Return all of the listing word for word; the pictures stay out.

◆ **Material for this exercise**:
■ ■ ■

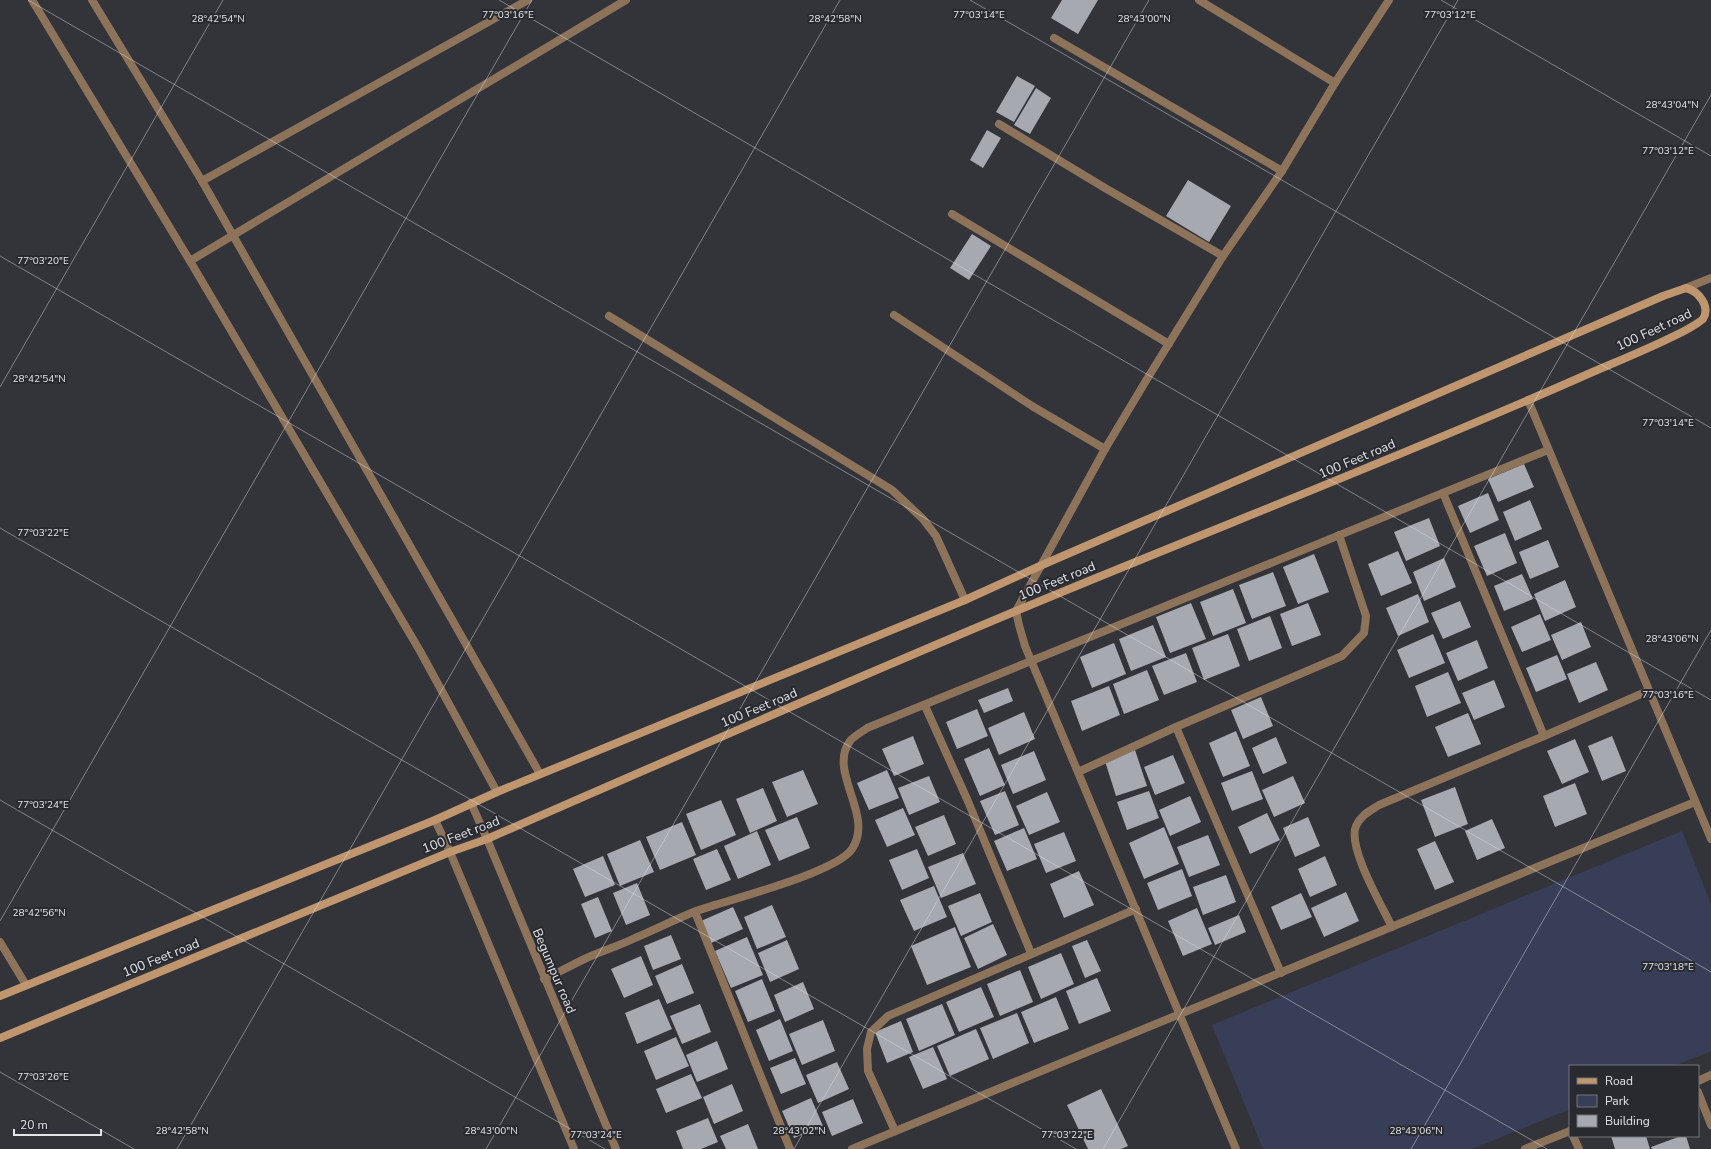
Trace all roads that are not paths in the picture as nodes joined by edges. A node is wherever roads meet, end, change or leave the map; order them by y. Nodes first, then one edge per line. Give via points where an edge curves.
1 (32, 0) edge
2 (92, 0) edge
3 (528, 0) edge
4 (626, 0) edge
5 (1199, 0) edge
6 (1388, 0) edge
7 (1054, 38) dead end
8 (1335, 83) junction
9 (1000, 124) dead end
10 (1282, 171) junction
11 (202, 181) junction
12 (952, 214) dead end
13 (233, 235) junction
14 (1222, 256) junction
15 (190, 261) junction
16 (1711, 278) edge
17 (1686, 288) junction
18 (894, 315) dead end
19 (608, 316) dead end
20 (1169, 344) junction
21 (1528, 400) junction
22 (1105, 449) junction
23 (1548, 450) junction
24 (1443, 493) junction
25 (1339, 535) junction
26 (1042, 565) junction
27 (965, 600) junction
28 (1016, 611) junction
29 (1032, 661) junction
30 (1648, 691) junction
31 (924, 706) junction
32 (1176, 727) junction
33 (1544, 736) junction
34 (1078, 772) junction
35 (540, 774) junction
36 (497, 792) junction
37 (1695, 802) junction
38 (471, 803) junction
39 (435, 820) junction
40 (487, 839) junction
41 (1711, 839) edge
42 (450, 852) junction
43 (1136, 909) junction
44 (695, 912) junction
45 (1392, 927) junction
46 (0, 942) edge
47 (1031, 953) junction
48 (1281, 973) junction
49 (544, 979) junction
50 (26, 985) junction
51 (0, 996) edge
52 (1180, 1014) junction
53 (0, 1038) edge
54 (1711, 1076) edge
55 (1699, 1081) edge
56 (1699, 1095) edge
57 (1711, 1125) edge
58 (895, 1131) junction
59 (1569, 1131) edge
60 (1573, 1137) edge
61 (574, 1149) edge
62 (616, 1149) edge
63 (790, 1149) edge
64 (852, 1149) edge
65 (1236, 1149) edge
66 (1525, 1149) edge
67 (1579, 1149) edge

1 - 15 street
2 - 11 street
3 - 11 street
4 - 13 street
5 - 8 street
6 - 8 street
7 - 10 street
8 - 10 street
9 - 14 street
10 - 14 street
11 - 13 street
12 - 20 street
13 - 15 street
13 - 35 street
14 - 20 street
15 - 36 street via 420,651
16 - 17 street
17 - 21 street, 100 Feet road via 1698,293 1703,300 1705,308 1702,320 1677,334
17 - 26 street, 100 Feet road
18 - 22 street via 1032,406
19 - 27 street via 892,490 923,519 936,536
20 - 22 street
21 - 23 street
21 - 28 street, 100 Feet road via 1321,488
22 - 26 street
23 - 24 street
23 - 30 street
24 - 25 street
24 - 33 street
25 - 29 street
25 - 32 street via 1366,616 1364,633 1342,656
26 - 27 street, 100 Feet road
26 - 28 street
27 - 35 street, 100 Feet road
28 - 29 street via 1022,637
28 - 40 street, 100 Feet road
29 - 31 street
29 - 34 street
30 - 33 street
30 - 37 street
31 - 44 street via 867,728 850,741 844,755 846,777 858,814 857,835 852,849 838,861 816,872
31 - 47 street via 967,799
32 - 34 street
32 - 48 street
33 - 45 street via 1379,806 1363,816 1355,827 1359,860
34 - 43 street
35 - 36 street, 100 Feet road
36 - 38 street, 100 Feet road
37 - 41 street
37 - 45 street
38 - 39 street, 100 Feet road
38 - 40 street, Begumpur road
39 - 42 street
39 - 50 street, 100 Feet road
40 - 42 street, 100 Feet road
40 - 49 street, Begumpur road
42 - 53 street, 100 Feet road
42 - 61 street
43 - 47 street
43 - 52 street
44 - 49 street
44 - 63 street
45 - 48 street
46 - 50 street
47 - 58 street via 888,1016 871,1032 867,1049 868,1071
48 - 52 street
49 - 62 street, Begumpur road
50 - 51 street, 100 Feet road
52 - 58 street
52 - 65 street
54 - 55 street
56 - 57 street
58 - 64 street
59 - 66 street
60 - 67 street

■ ■ ■

◆ **The answer**:
Trace all roads that are not paths in the picture as nodes joined by edges. A node is wherever roads meet, end, change or leave the map; order them by y. Nodes first, then one edge per line. Give via points where an edge curves.
1 (32, 0) edge
2 (92, 0) edge
3 (528, 0) edge
4 (626, 0) edge
5 (1199, 0) edge
6 (1388, 0) edge
7 (1054, 38) dead end
8 (1335, 83) junction
9 (1000, 124) dead end
10 (1282, 171) junction
11 (202, 181) junction
12 (952, 214) dead end
13 (233, 235) junction
14 (1222, 256) junction
15 (190, 261) junction
16 (1711, 278) edge
17 (1686, 288) junction
18 (894, 315) dead end
19 (608, 316) dead end
20 (1169, 344) junction
21 (1528, 400) junction
22 (1105, 449) junction
23 (1548, 450) junction
24 (1443, 493) junction
25 (1339, 535) junction
26 (1042, 565) junction
27 (965, 600) junction
28 (1016, 611) junction
29 (1032, 661) junction
30 (1648, 691) junction
31 (924, 706) junction
32 (1176, 727) junction
33 (1544, 736) junction
34 (1078, 772) junction
35 (540, 774) junction
36 (497, 792) junction
37 (1695, 802) junction
38 (471, 803) junction
39 (435, 820) junction
40 (487, 839) junction
41 (1711, 839) edge
42 (450, 852) junction
43 (1136, 909) junction
44 (695, 912) junction
45 (1392, 927) junction
46 (0, 942) edge
47 (1031, 953) junction
48 (1281, 973) junction
49 (544, 979) junction
50 (26, 985) junction
51 (0, 996) edge
52 (1180, 1014) junction
53 (0, 1038) edge
54 (1711, 1076) edge
55 (1699, 1081) edge
56 (1699, 1095) edge
57 (1711, 1125) edge
58 (895, 1131) junction
59 (1569, 1131) edge
60 (1573, 1137) edge
61 (574, 1149) edge
62 (616, 1149) edge
63 (790, 1149) edge
64 (852, 1149) edge
65 (1236, 1149) edge
66 (1525, 1149) edge
67 (1579, 1149) edge

1 - 15 street
2 - 11 street
3 - 11 street
4 - 13 street
5 - 8 street
6 - 8 street
7 - 10 street
8 - 10 street
9 - 14 street
10 - 14 street
11 - 13 street
12 - 20 street
13 - 15 street
13 - 35 street
14 - 20 street
15 - 36 street via 420,651
16 - 17 street
17 - 21 street, 100 Feet road via 1698,293 1703,300 1705,308 1702,320 1677,334
17 - 26 street, 100 Feet road
18 - 22 street via 1032,406
19 - 27 street via 892,490 923,519 936,536
20 - 22 street
21 - 23 street
21 - 28 street, 100 Feet road via 1321,488
22 - 26 street
23 - 24 street
23 - 30 street
24 - 25 street
24 - 33 street
25 - 29 street
25 - 32 street via 1366,616 1364,633 1342,656
26 - 27 street, 100 Feet road
26 - 28 street
27 - 35 street, 100 Feet road
28 - 29 street via 1022,637
28 - 40 street, 100 Feet road
29 - 31 street
29 - 34 street
30 - 33 street
30 - 37 street
31 - 44 street via 867,728 850,741 844,755 846,777 858,814 857,835 852,849 838,861 816,872
31 - 47 street via 967,799
32 - 34 street
32 - 48 street
33 - 45 street via 1379,806 1363,816 1355,827 1359,860
34 - 43 street
35 - 36 street, 100 Feet road
36 - 38 street, 100 Feet road
37 - 41 street
37 - 45 street
38 - 39 street, 100 Feet road
38 - 40 street, Begumpur road
39 - 42 street
39 - 50 street, 100 Feet road
40 - 42 street, 100 Feet road
40 - 49 street, Begumpur road
42 - 53 street, 100 Feet road
42 - 61 street
43 - 47 street
43 - 52 street
44 - 49 street
44 - 63 street
45 - 48 street
46 - 50 street
47 - 58 street via 888,1016 871,1032 867,1049 868,1071
48 - 52 street
49 - 62 street, Begumpur road
50 - 51 street, 100 Feet road
52 - 58 street
52 - 65 street
54 - 55 street
56 - 57 street
58 - 64 street
59 - 66 street
60 - 67 street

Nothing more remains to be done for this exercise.